Items from a data source:
________________________
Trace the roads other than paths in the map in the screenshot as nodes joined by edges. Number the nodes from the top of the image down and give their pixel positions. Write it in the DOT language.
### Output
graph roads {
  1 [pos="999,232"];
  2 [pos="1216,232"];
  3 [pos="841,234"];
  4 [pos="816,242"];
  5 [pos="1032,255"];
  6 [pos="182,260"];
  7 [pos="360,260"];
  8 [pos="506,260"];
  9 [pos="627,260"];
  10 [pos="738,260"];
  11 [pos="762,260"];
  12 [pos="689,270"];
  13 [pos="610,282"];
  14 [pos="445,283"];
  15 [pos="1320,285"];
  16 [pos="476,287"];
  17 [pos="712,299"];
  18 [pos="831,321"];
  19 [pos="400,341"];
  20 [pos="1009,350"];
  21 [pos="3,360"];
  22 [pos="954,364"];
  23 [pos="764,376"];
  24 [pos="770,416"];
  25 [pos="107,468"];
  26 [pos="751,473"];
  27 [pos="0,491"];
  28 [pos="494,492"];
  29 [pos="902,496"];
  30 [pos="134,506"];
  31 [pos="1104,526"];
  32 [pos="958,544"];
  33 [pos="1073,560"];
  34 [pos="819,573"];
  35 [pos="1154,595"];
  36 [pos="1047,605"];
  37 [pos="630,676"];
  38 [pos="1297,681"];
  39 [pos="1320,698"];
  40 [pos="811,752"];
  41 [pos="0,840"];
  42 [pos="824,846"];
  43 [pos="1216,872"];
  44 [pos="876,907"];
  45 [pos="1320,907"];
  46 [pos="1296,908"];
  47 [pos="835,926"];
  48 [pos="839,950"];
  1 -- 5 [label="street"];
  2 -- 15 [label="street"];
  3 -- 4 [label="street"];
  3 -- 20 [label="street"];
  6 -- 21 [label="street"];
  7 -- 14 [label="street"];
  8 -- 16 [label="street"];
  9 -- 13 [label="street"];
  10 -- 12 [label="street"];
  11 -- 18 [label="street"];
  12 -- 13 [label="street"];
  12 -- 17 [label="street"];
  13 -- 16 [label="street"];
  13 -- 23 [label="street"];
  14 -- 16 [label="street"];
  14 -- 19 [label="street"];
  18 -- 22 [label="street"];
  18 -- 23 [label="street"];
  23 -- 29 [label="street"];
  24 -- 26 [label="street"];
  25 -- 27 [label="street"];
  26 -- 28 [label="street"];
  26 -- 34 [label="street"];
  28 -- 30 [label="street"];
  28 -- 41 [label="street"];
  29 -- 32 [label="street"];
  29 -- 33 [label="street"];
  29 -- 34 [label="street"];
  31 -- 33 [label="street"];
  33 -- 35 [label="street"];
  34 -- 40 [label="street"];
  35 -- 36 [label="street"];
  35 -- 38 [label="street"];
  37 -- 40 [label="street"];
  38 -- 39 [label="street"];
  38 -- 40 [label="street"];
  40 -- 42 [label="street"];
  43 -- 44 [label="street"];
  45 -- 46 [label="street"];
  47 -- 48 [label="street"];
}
________________________
WORK INSTRUCTION - Determine how many lines in the data include the word "roads". Answer with that number alone.

ANSWER - 2